**Task prompt**:
If a line of the records holds the word "middle", copy it out.

**Given records**:
────
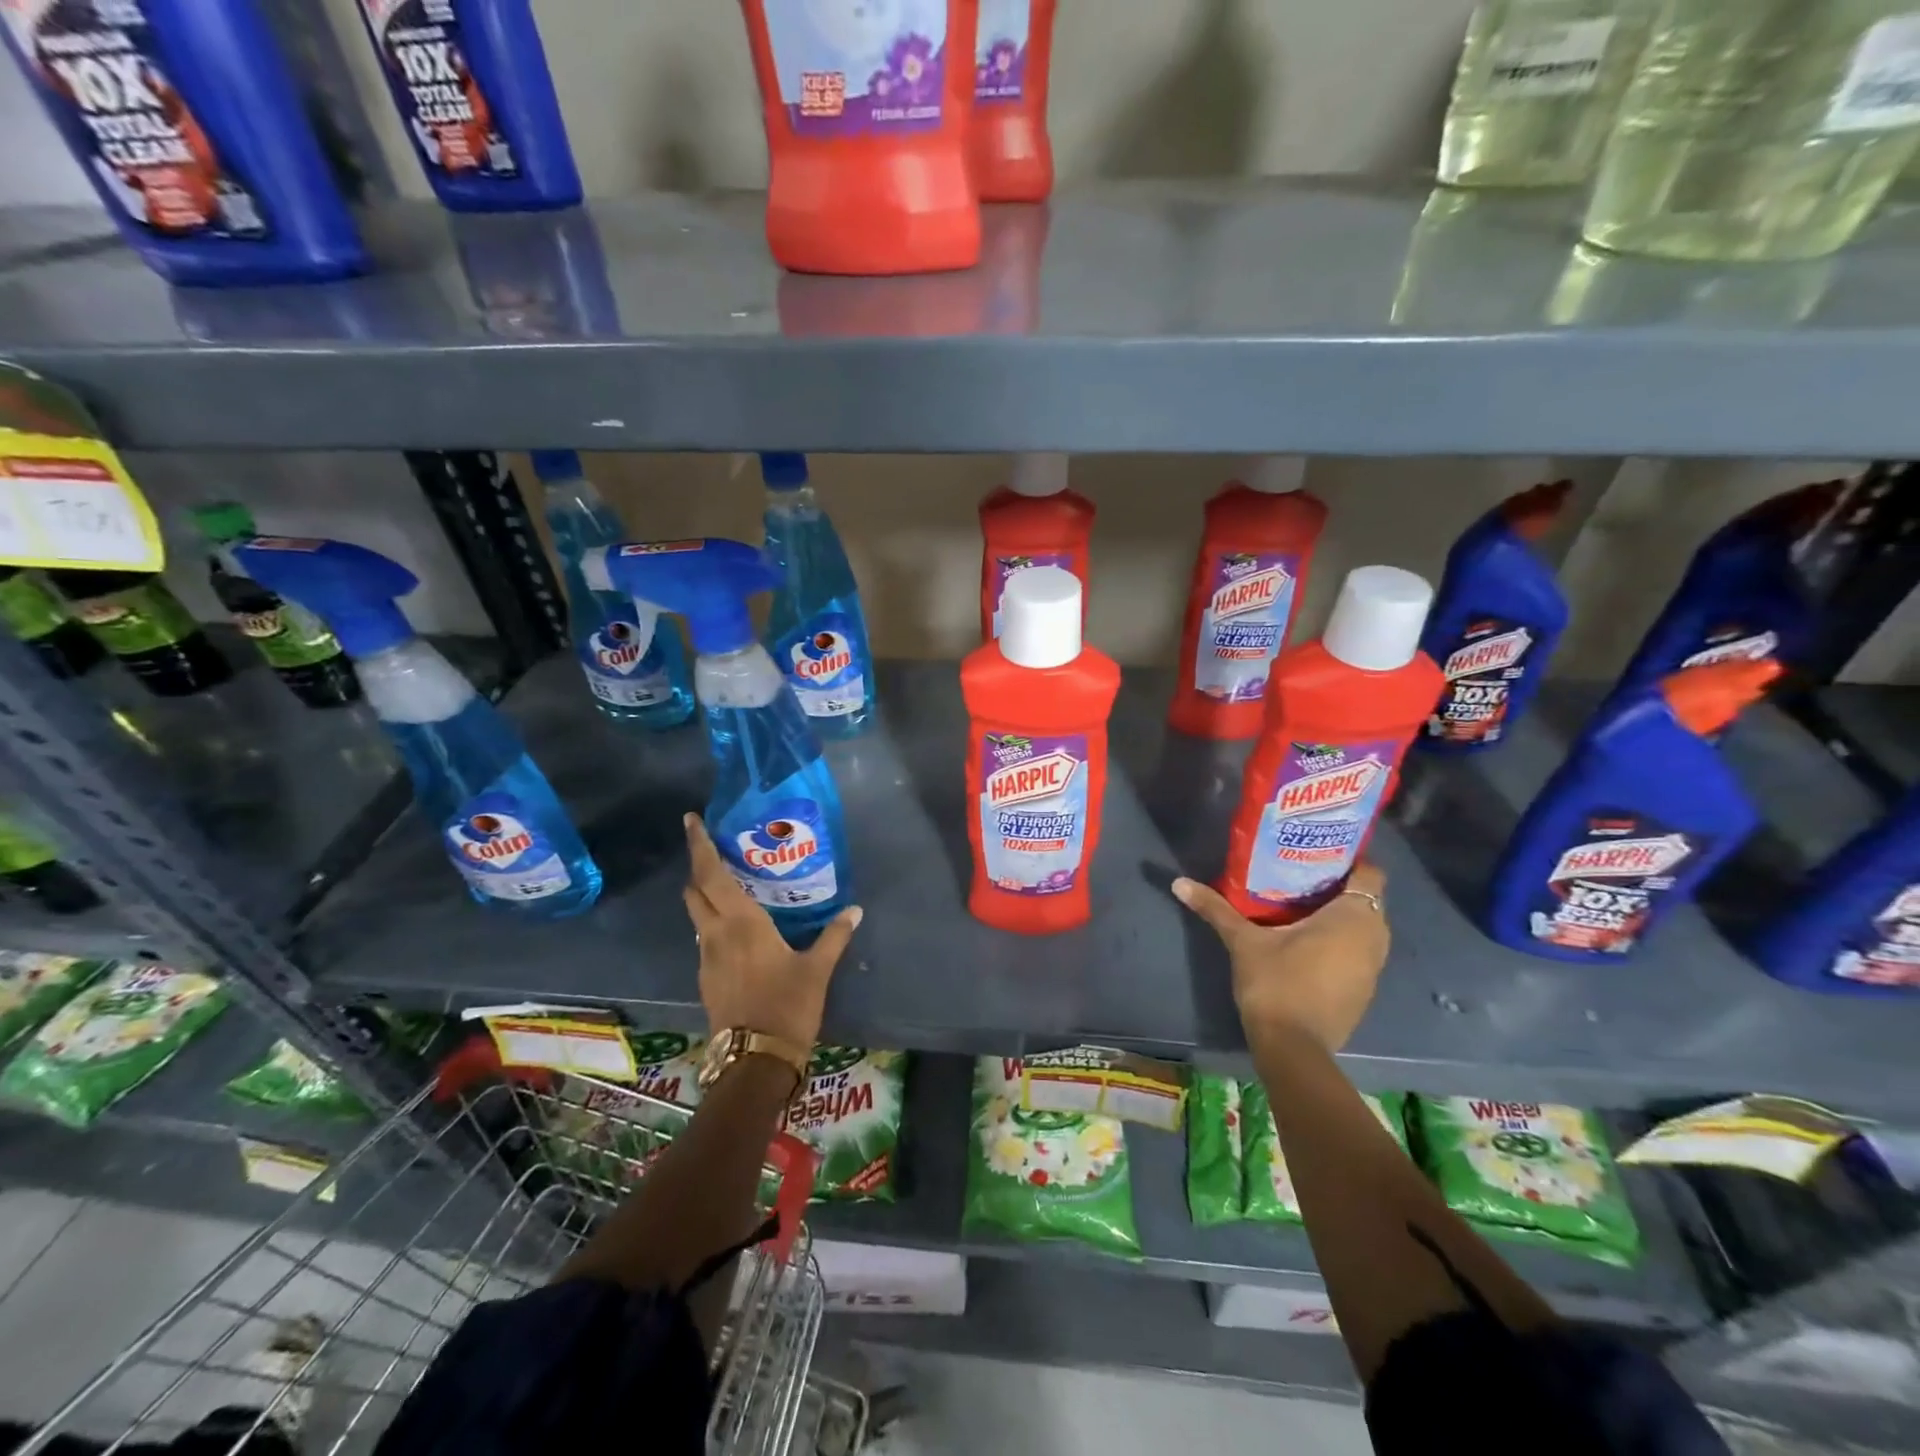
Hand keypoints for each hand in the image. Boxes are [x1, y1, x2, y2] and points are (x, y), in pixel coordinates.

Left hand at [680, 813, 862, 1048]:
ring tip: (729, 884)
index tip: (692, 821)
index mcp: (741, 922)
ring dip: (704, 894)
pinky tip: (736, 928)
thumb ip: (834, 936)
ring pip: (696, 914)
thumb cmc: (787, 1006)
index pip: (711, 874)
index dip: (700, 845)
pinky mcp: (706, 978)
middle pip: (695, 890)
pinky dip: (713, 921)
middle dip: (699, 866)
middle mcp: (715, 934)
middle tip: (715, 849)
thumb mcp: (817, 969)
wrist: (755, 1061)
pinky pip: (704, 937)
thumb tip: (855, 910)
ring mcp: (706, 958)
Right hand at [1172, 864, 1389, 1055]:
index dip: (1347, 859)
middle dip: (1337, 886)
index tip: (1315, 853)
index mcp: (1354, 916)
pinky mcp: (1364, 991)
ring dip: (1339, 917)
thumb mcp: (1242, 941)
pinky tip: (1306, 943)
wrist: (1293, 1048)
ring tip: (1299, 906)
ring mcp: (1373, 968)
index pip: (1369, 871)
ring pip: (1362, 928)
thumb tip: (1179, 882)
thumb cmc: (1276, 982)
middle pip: (1365, 898)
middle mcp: (1374, 937)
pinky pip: (1357, 952)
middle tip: (1299, 875)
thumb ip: (1215, 908)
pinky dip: (1339, 943)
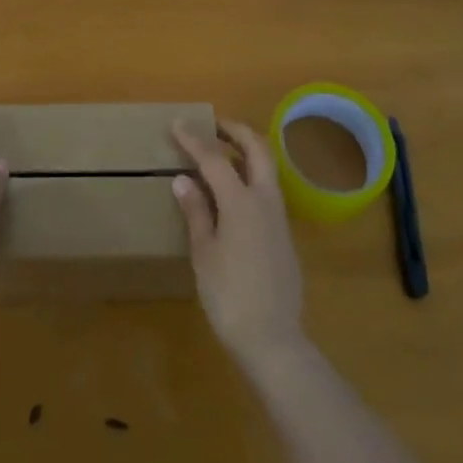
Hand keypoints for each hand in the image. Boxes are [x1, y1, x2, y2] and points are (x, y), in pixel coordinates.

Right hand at [171, 120, 304, 364]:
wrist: (273, 338)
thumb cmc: (229, 296)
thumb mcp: (204, 253)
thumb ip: (196, 211)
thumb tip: (183, 179)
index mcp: (242, 201)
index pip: (215, 159)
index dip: (195, 140)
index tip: (178, 124)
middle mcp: (266, 200)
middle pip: (257, 149)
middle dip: (236, 131)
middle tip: (213, 126)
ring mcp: (279, 216)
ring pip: (268, 168)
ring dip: (247, 151)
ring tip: (222, 152)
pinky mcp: (284, 234)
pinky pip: (269, 189)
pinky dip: (252, 175)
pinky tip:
────
**Response area**:
middle pip: (695, 890)
middle dip: (699, 866)
middle mcp: (715, 934)
middle tip: (715, 849)
middle dip: (1337, 886)
middle pip: (1365, 898)
middle mcp: (1374, 937)
middle tip: (1299, 875)
middle mcp: (266, 200)
middle pip: (257, 149)
middle dip: (236, 131)
middle tip: (213, 126)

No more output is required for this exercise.